--- The problem ---
Lift out all lines below that contain "edges".

--- Records drawn from a dataset ---

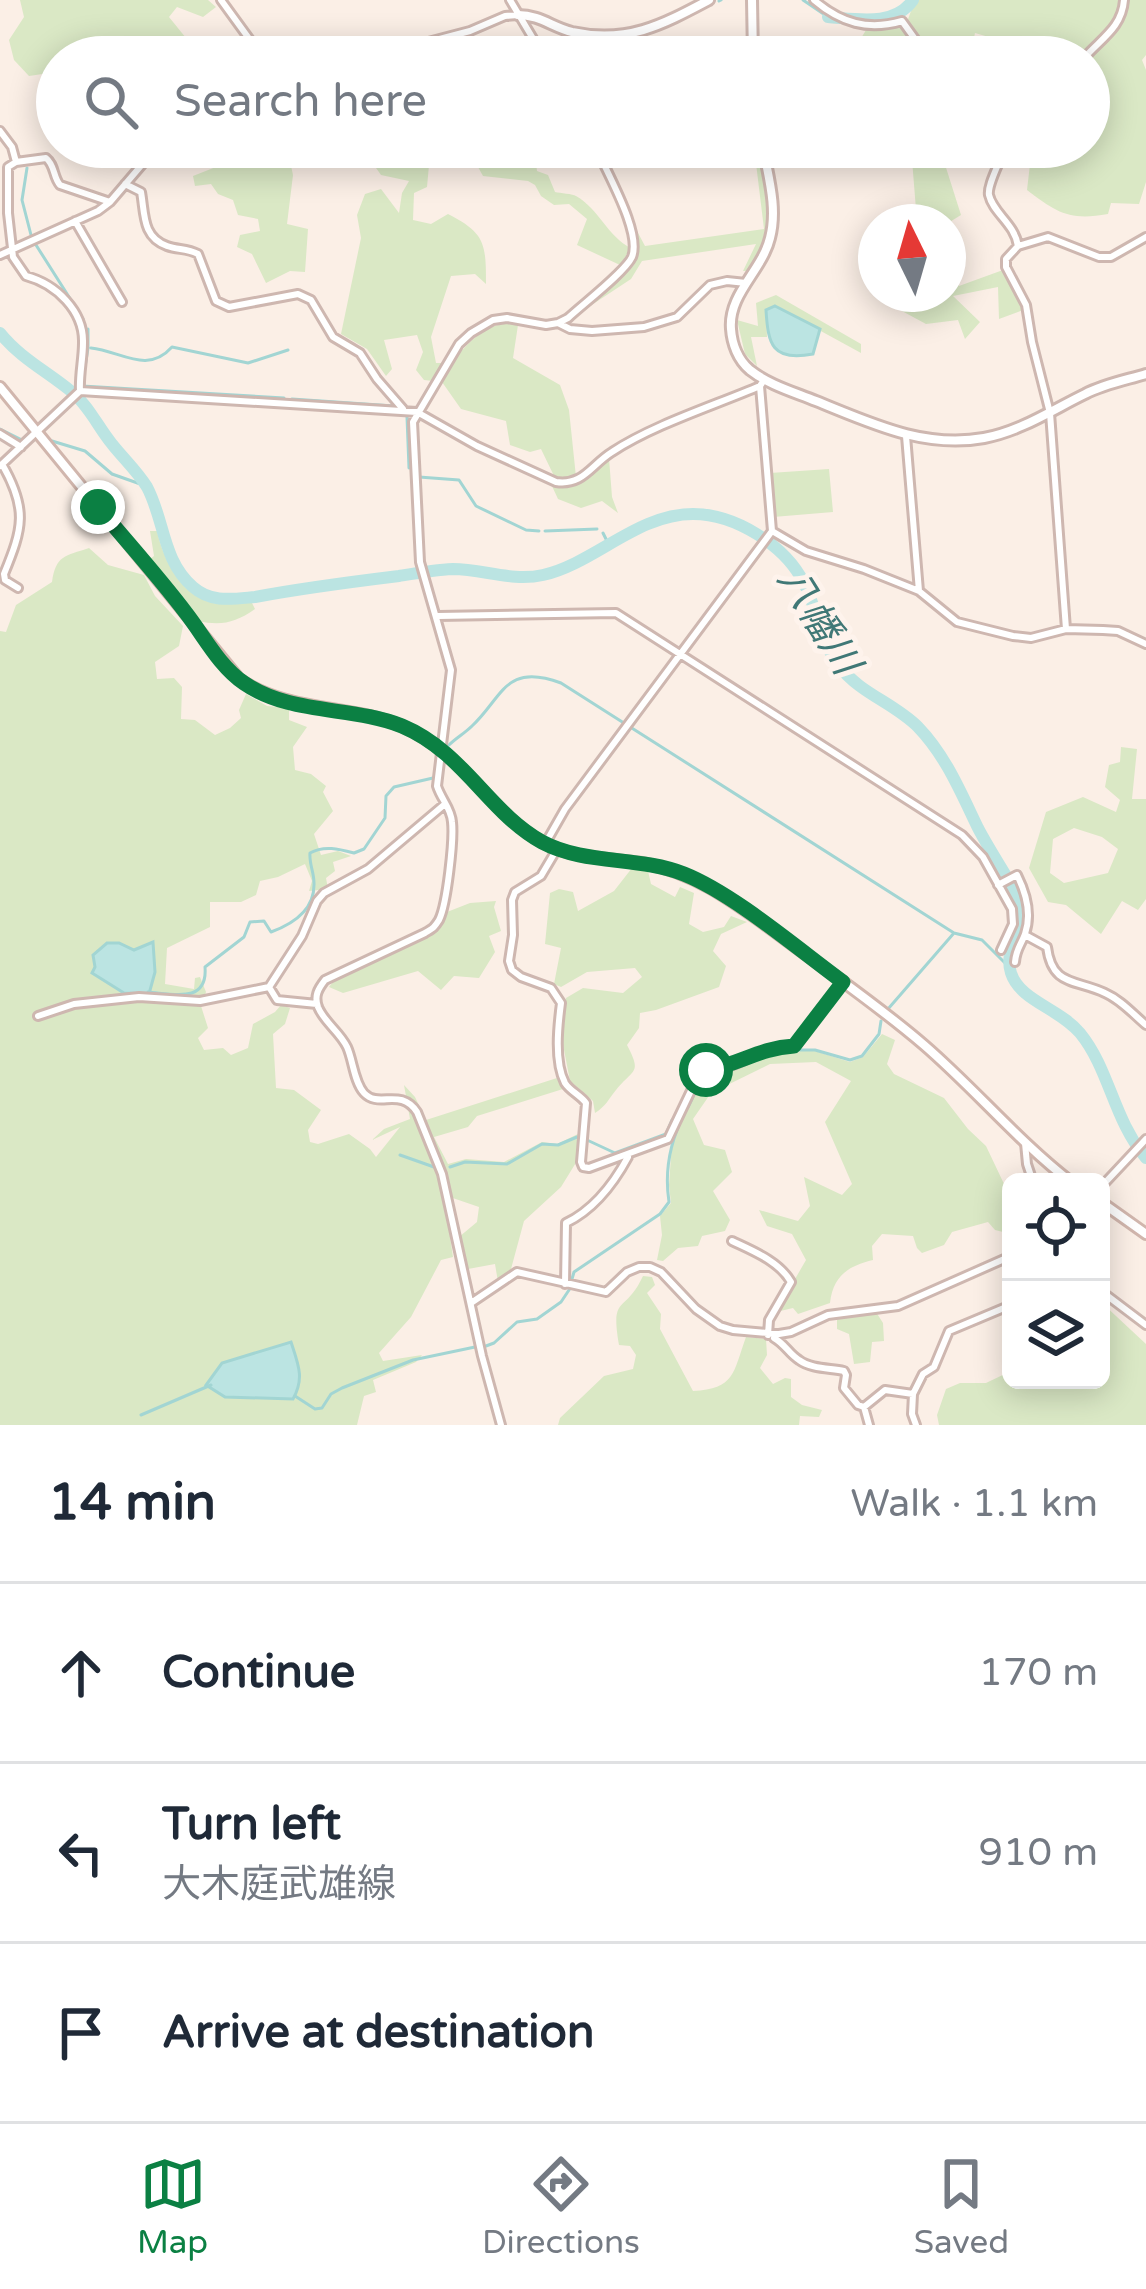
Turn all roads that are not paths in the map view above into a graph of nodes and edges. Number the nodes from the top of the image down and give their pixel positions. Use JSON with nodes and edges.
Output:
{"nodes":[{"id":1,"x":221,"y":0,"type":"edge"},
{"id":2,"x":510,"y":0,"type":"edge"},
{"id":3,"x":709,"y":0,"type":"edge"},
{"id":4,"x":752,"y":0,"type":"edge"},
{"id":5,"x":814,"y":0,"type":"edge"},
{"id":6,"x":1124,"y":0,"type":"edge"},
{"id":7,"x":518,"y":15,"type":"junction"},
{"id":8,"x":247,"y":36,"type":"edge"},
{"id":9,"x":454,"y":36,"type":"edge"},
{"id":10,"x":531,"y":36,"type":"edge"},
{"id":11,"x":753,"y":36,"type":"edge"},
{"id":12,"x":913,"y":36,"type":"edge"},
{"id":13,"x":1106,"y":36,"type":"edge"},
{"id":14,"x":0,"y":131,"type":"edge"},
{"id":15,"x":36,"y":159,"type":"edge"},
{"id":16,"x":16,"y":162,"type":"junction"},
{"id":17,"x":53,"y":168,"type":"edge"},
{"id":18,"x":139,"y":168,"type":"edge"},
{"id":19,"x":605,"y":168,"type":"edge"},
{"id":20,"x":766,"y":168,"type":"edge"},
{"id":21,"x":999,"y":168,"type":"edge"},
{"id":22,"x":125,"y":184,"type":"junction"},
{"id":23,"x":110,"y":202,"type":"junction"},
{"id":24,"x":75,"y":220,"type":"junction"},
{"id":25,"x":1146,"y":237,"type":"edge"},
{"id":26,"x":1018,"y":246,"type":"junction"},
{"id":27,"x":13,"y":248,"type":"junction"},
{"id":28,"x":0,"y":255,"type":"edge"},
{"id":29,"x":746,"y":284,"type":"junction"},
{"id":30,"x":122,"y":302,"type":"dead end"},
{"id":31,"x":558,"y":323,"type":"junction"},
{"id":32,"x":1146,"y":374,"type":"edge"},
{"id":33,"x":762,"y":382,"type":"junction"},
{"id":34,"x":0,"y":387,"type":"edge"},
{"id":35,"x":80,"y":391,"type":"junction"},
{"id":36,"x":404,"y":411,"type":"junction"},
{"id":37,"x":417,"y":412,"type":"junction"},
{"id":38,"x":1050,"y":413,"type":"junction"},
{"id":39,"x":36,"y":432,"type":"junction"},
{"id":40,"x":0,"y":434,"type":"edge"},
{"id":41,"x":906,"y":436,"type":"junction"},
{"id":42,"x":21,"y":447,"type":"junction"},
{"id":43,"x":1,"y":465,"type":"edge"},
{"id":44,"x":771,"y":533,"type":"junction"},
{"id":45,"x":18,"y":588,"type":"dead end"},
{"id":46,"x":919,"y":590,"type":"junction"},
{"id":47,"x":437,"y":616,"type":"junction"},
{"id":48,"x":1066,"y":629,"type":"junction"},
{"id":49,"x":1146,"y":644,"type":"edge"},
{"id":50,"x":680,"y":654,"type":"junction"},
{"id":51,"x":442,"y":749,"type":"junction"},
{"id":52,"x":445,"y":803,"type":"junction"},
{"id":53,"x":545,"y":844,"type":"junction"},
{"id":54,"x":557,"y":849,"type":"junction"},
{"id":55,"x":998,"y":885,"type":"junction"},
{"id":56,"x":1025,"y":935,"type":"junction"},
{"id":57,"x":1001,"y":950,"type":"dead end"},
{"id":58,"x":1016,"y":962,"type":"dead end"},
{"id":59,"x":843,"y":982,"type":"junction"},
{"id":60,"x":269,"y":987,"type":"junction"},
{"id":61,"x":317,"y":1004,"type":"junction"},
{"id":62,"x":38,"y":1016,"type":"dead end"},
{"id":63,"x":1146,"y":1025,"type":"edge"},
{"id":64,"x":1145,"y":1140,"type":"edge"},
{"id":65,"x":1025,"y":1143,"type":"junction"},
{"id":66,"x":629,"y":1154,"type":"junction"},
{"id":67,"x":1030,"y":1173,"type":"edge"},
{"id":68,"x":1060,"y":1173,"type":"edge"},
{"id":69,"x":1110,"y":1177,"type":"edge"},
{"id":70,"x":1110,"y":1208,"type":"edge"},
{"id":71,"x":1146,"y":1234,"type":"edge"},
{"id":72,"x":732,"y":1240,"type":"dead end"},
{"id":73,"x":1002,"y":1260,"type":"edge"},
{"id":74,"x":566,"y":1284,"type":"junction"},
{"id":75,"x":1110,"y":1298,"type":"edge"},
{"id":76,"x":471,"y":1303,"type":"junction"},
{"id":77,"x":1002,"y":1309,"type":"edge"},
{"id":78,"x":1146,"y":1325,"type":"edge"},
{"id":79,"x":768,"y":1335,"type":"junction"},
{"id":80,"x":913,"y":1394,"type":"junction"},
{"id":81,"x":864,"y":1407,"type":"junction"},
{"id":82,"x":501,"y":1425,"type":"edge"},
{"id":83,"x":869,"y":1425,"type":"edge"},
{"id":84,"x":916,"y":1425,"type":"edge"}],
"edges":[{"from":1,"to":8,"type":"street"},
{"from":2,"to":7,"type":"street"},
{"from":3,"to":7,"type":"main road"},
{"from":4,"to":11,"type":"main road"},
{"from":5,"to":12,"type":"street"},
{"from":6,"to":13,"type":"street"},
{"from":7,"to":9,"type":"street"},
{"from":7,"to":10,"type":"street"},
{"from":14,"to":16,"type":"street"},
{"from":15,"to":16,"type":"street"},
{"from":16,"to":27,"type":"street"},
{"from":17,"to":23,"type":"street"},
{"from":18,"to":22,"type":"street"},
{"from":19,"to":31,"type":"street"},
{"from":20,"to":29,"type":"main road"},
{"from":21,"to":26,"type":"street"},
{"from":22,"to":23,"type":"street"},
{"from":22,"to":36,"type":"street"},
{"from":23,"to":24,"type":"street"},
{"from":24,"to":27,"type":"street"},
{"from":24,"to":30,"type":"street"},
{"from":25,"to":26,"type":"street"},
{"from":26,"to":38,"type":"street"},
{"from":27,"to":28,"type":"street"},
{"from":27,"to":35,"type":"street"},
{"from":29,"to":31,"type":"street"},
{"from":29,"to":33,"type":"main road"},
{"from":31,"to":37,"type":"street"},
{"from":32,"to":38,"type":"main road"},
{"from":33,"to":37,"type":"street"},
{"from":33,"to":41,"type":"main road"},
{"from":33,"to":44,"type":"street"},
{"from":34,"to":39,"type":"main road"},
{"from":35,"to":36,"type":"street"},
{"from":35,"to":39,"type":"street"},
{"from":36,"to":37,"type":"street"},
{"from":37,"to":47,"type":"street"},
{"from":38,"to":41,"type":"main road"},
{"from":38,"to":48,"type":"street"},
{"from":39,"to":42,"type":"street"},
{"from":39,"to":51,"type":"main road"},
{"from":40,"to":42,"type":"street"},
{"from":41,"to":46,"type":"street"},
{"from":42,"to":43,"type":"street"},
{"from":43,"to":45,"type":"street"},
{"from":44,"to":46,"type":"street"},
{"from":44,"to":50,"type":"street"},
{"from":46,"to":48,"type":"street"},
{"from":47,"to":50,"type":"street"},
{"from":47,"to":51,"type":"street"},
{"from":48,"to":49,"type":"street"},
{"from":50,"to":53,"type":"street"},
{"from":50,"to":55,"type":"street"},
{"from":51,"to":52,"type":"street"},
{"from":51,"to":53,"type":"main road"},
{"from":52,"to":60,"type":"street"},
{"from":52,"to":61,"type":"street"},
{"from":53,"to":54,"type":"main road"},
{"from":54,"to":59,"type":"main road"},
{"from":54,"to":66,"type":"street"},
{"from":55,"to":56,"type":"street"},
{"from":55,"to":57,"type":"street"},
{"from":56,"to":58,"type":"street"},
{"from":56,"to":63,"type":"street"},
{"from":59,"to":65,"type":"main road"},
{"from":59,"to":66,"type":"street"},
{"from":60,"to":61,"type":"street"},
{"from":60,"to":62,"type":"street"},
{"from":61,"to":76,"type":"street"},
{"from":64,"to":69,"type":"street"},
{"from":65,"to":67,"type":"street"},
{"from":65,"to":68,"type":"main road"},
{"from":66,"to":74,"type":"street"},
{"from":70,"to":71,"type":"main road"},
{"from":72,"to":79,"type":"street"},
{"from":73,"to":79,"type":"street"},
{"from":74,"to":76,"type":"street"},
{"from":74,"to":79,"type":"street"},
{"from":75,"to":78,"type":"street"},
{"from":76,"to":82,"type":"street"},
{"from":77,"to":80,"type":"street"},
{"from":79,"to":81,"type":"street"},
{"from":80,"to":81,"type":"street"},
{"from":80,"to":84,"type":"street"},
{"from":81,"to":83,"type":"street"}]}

--- The completed task ---
Turn all roads that are not paths in the map view above into a graph of nodes and edges. Number the nodes from the top of the image down and give their pixel positions. Use JSON with nodes and edges.
"edges":[{"from":1,"to":8,"type":"street"},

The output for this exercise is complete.